FDA Adverse Event Malfunction Summary report: N

VITROS ECIQ IMMUNODIAGNOSTIC SYSTEM

MDR report key: 16548645 · Received March 15, 2023

Report

Report Number
0001319681-2023-00016
Event Type
Malfunction
Date Received
March 15, 2023
Date of Event
February 11, 2023
Report Date
March 15, 2023
Manufacturer
ORTHO-CLINICAL DIAGNOSTICS, INC.
Product Code
KHO
UDI-DI
10758750000272
Product Problem
Yes
Report Source
Manufacturer report
Reporter Location
MN, US
Reporter Occupation
OTHER HEALTH CARE PROFESSIONAL
Health Professional
Yes

Narratives

Additional Manufacturer Narrative · 0

THE INVESTIGATION CONCLUDED THAT LOWER THAN EXPECTED VITROS TSH RESULTS WERE OBTAINED FROM A SINGLE LEVEL OF NON-VITROS THERMOFISHER MAS OMNI-IMMUNE CONTROL, LOT 2302 TESTED ON A VITROS ECIQ IMMUNODIAGNOSTIC SYSTEM. THE MOST LIKELY ASSIGNABLE CAUSE IS INSTRUMENT RELATED. AN ORTHO FIELD ENGINEER (FE) WENT ON SITE AND DISCOVERED THE CONNECTIONS TO THE SIGNAL REAGENT (SR) DISPENSE PROBES WERE VERY LOOSE. THE ORTHO FE REPLACED THE SR DISPENSE PROBES AND VERIFIED ALL INCUBATOR, SR AND WELL WASH ALIGNMENTS. ONCE THE SERVICE ACTIONS WERE COMPLETED, AFTER THE SERVICE ACTIONS WERE PERFORMED, ACCEPTABLE VITROS TSH PERFORMANCE WAS OBTAINED.

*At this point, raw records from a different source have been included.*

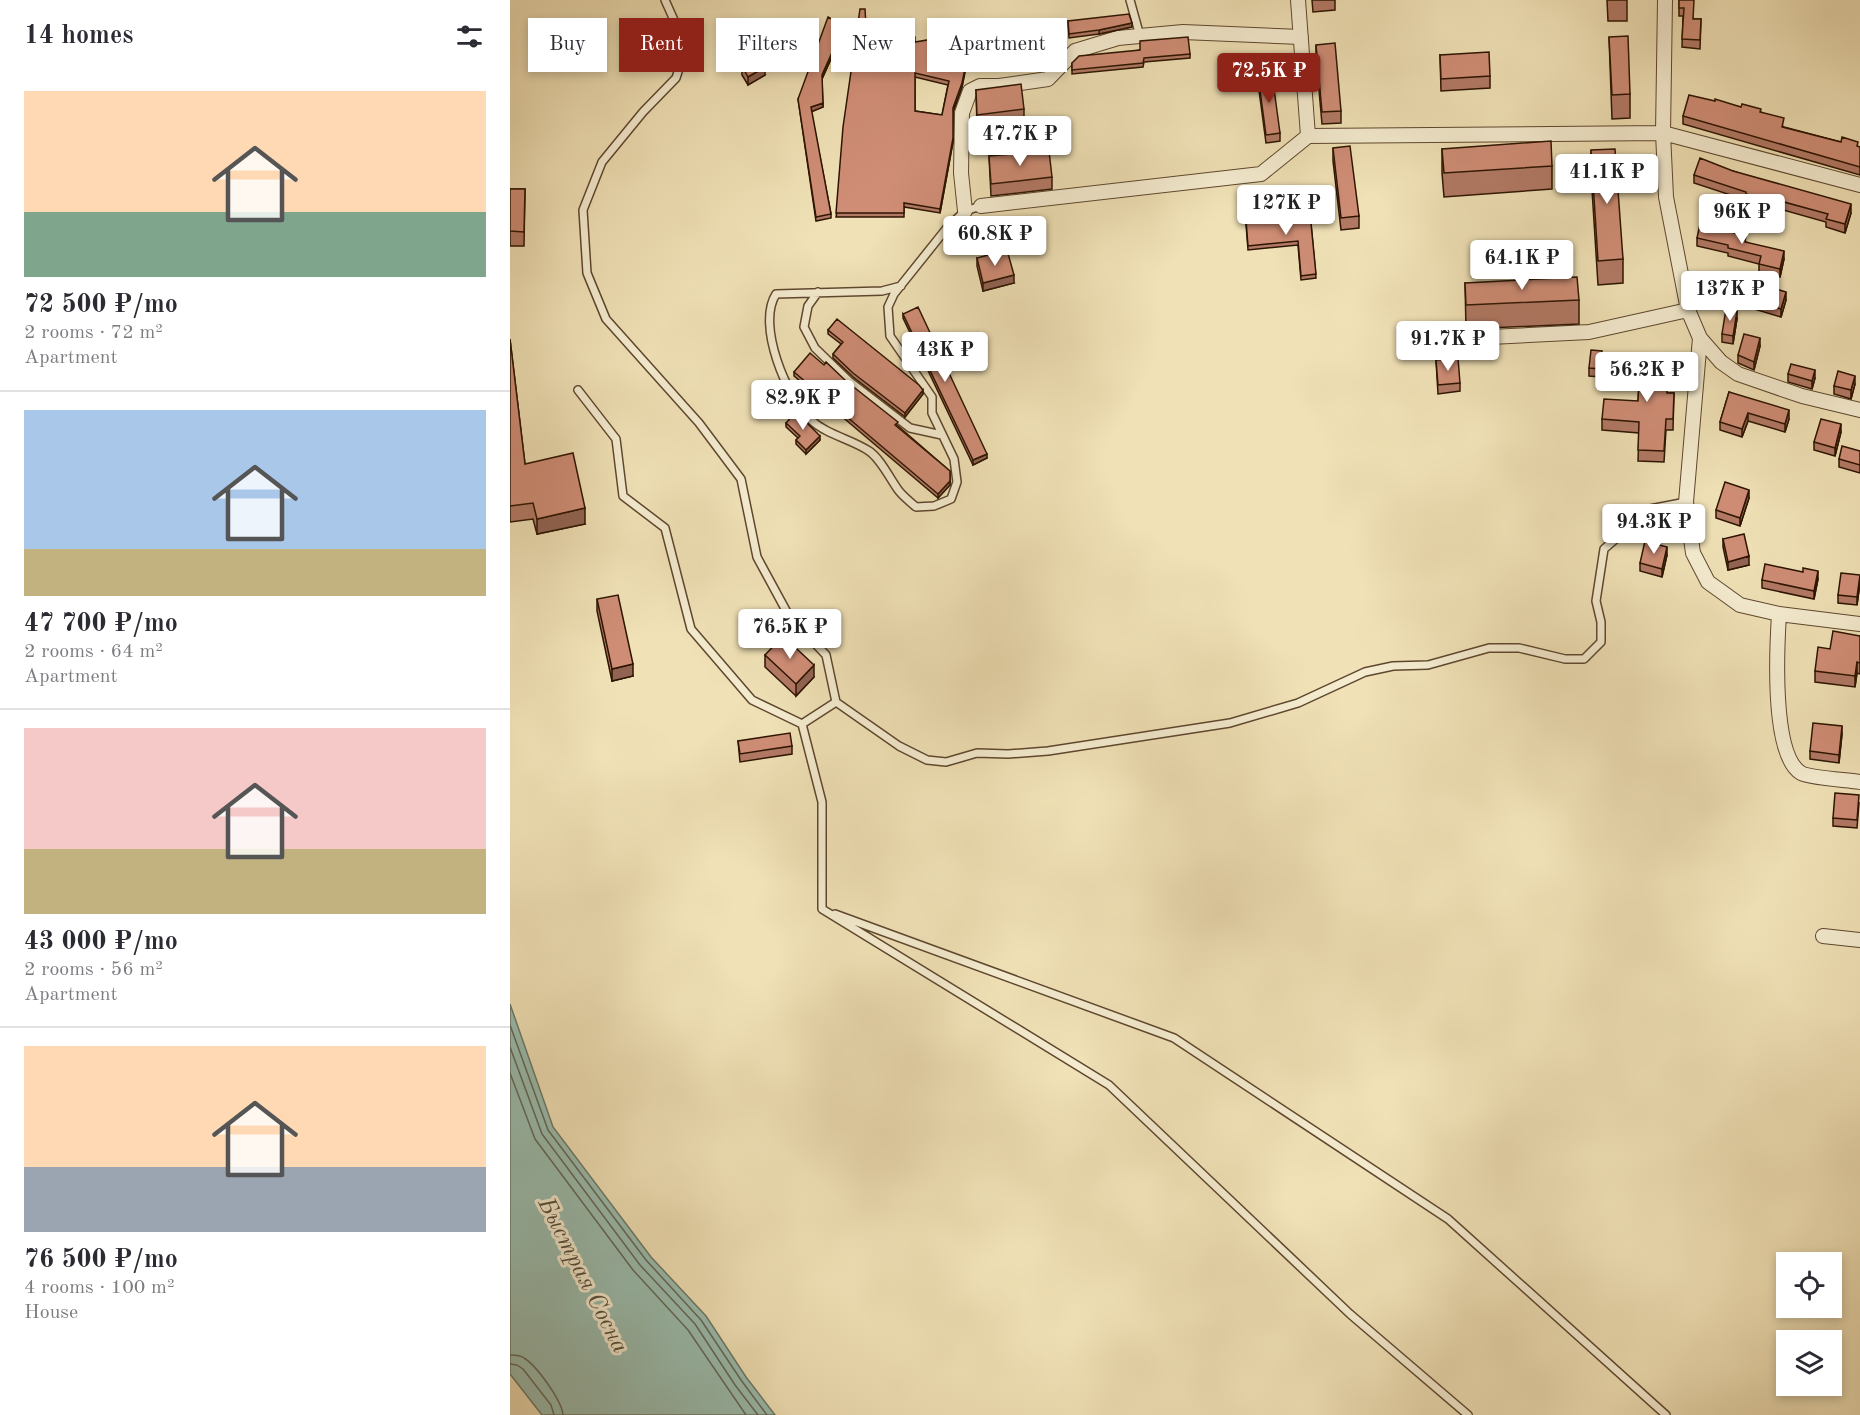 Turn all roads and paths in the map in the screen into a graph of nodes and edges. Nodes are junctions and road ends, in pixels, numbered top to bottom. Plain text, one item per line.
1 (665, 0) edge
2 (1130, 0) edge
3 (1298, 0) edge
4 (1665, 0) edge
5 (1140, 36) junction
6 (1300, 37) junction
7 (1663, 133) junction
8 (1308, 136) junction
9 (1860, 185) edge
10 (981, 206) joint
11 (965, 211) junction
12 (901, 286) junction
13 (818, 292) junction
14 (1688, 310) junction
15 (1700, 338) junction
16 (1450, 339) dead end
17 (578, 390) dead end
18 (1860, 410) edge
19 (942, 435) junction
20 (1686, 502) junction
21 (1779, 614) junction
22 (1860, 624) edge
23 (836, 702) junction
24 (802, 724) junction
25 (1860, 782) edge
26 (822, 909) junction
27 (1823, 936) dead end
28 (1860, 940) edge
29 (1468, 1415) edge
30 (1666, 1415) edge

1 - 23 lane
2 - 5 lane
3 - 6 street
4 - 7 street
5 - 6 street
5 - 11 street
6 - 8 street
7 - 8 street
7 - 9 street
7 - 14 street
8 - 10 street
10 - 11 lane
11 - 12 lane
12 - 13 lane
12 - 19 lane
13 - 19 lane
13 - 19 lane
14 - 15 street
14 - 16 street
15 - 18 street
15 - 20 street
17 - 24 lane
20 - 21 street
20 - 23 lane
21 - 22 street
21 - 25 street
23 - 24 lane
24 - 26 lane
26 - 29 lane
26 - 30 lane
27 - 28 street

Description of Event or Problem · 0

A CUSTOMER CONTACTED THE ORTHO CLINICAL DIAGNOSTICS (ORTHO) TECHNICAL SOLUTION CENTER (TSC) TO REPORT LOWER THAN EXPECTED VITROS TSH RESULTS WERE OBTAINED FROM A SINGLE LEVEL OF NON-VITROS THERMOFISHER MAS OMNI-IMMUNE CONTROL, LOT 2302 TESTED ON A VITROS ECIQ IMMUNODIAGNOSTIC SYSTEM. MAS LEVEL 1 CONTROL FLUID VITROS TSH RESULTS OF 0.079, 0.044, 0.075 AND 0.038 MIU/L VS. THE BASELINE MEAN VALUE OF 0.135 MIU/L. BIASED RESULTS OF THE MAGNITUDE AND DIRECTION OBSERVED MAY LEAD TO INAPPROPRIATE PHYSICIAN ACTION IF THEY WERE TO OCCUR UNDETECTED ON PATIENT SAMPLES. THE LOWER THAN EXPECTED RESULTS WERE OBTAINED FROM NON-PATIENT QUALITY CONTROL SAMPLES AND THERE WAS NO ALLEGATION OF PATIENT HARM AS A RESULT OF THE EVENT. HOWEVER, THE INVESTIGATION COULD NOT RULE OUT THAT PATIENT SAMPLES WOULD NOT BE AFFECTED IF THE EVENT WERE TO RECUR UNDETECTED. THIS REPORT CORRESPONDS TO ORTHO CLINICAL DIAGNOSTICS INC (ORTHO) COMPLAINT NUMBER (B)(4) AND REPORTABILITY ASSESSMENT 601121.

Devices

Seq Brand Generic Product Code Manufacturer Model Lot UDI-DI
711347 VITROS ECIQ IMMUNODIAGNOSTIC SYSTEM CHEMISTRY ANALYZER KHO ORTHO-CLINICAL DIAGNOSTICS, INC. 1922814 10758750000272

Patients

Seq Age Sex Outcome Treatment
1 Unknown